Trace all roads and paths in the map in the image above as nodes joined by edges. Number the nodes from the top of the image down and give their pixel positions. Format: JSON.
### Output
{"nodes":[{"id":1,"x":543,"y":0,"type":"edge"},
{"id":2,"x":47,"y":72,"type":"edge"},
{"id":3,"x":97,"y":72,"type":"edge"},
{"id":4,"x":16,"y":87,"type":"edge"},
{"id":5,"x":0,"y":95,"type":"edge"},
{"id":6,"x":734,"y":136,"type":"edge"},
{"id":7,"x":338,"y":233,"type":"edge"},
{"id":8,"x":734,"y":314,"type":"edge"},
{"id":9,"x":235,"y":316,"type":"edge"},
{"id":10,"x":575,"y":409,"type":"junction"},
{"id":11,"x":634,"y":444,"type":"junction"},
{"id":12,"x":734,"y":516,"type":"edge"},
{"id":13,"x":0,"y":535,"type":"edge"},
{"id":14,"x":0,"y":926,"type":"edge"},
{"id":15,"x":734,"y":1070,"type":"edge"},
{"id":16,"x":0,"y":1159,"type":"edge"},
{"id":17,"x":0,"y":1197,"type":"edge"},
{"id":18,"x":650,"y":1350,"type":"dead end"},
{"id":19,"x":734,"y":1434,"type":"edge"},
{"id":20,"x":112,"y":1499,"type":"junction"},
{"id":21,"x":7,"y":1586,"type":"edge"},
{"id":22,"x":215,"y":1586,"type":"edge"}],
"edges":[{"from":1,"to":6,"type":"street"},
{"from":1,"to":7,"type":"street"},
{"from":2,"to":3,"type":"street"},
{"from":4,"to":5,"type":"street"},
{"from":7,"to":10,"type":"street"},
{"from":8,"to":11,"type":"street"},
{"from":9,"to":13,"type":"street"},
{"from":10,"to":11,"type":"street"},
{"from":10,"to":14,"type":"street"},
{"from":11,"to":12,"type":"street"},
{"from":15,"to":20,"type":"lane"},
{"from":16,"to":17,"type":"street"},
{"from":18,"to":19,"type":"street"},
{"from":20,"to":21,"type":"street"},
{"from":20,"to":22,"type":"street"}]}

Problem: Only the lines that contain the string "nodes" are to be copied from the records.

Exercise result:
Trace all roads and paths in the map in the image above as nodes joined by edges. Number the nodes from the top of the image down and give their pixel positions. Format: JSON.
{"nodes":[{"id":1,"x":543,"y":0,"type":"edge"},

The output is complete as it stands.